Rustful – A RESTful web framework for Rust - aethertap
https://github.com/Ogeon/rustful
======
ogeon
Wow! I did not expect this. It's fantastic to see that people are actually
interested in this project, so here comes the story of Rustful:

It all began at the beginning 2014. I had a university project where I should
build some kind of website with a database and I wanted to build it in Rust.
The problem what that there was no good frameworks out there and those who
existed did not compile, so I decided to roll my own. I would just need the
basic routing and request handling, so it wasn't hard.

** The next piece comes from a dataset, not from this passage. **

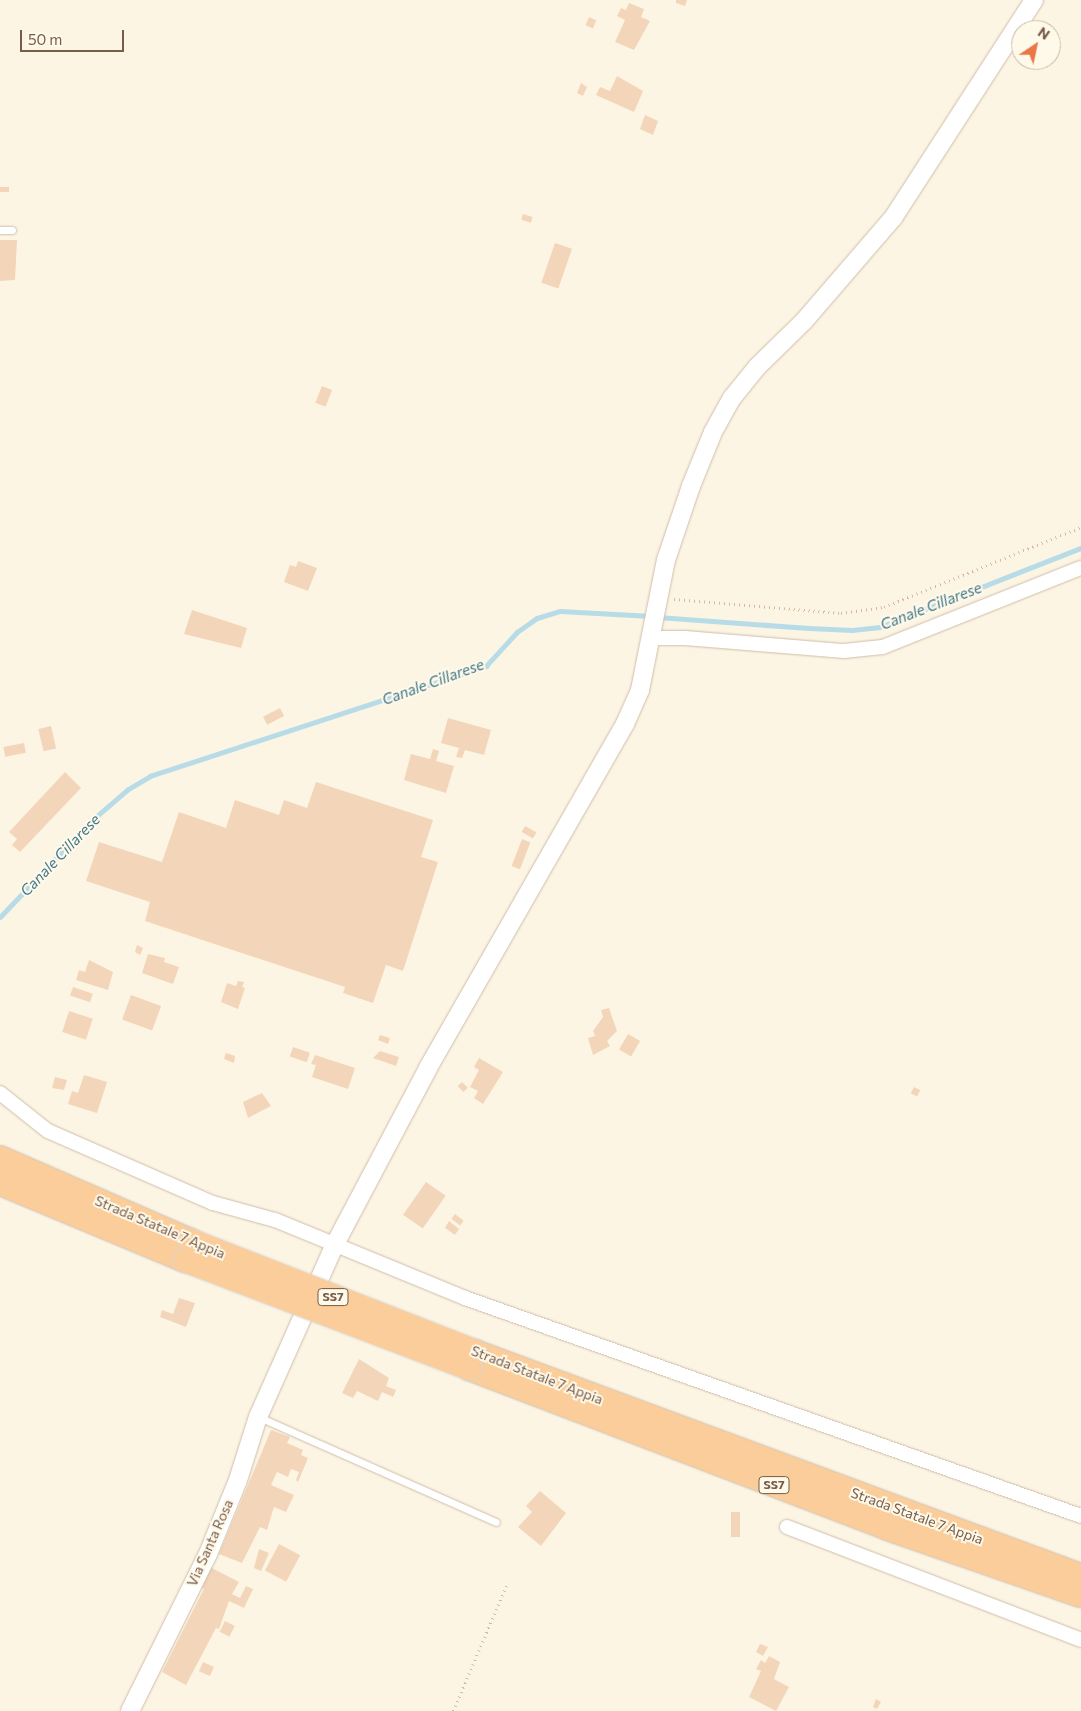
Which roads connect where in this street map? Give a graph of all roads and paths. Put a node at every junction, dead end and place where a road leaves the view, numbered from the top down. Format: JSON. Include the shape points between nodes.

I played with some
words and came up with the name Rustful (combination of Rust and RESTful, but
you did probably guess that) and hated it, but my friends told me that it was
a great name and I thought that, well, it's silly enough to actually work. It
grew on me over time.

Anyway, time passed and I finished my project. I thought that I could keep
developing Rustful and use it for my own website and so on. I thought that I
should keep it small and simple and "out of the way", because I do personally
get annoyed by things that tries to control my work flow too much. There is no
"The Rustful Way (tm)" to do things and it shouldn't be.

Time kept passing, as usual, and other frameworks started to pop up and gain
followers and users. Some, like Iron, had a whole team behind them and it
became hard to keep up and, at the same time, complete my studies. This
eventually lead to me putting the project on ice during the summer.

Fast forwards to this morning. I get a mail about someone asking what the
difference between Iron and Rustful is and I think "why do people still keep
linking to this thing?" and then I see the torrent of stars on Github. This is
when I create my HN account to write this.

Now I'm thinking: "Is it time to revive Rustful?"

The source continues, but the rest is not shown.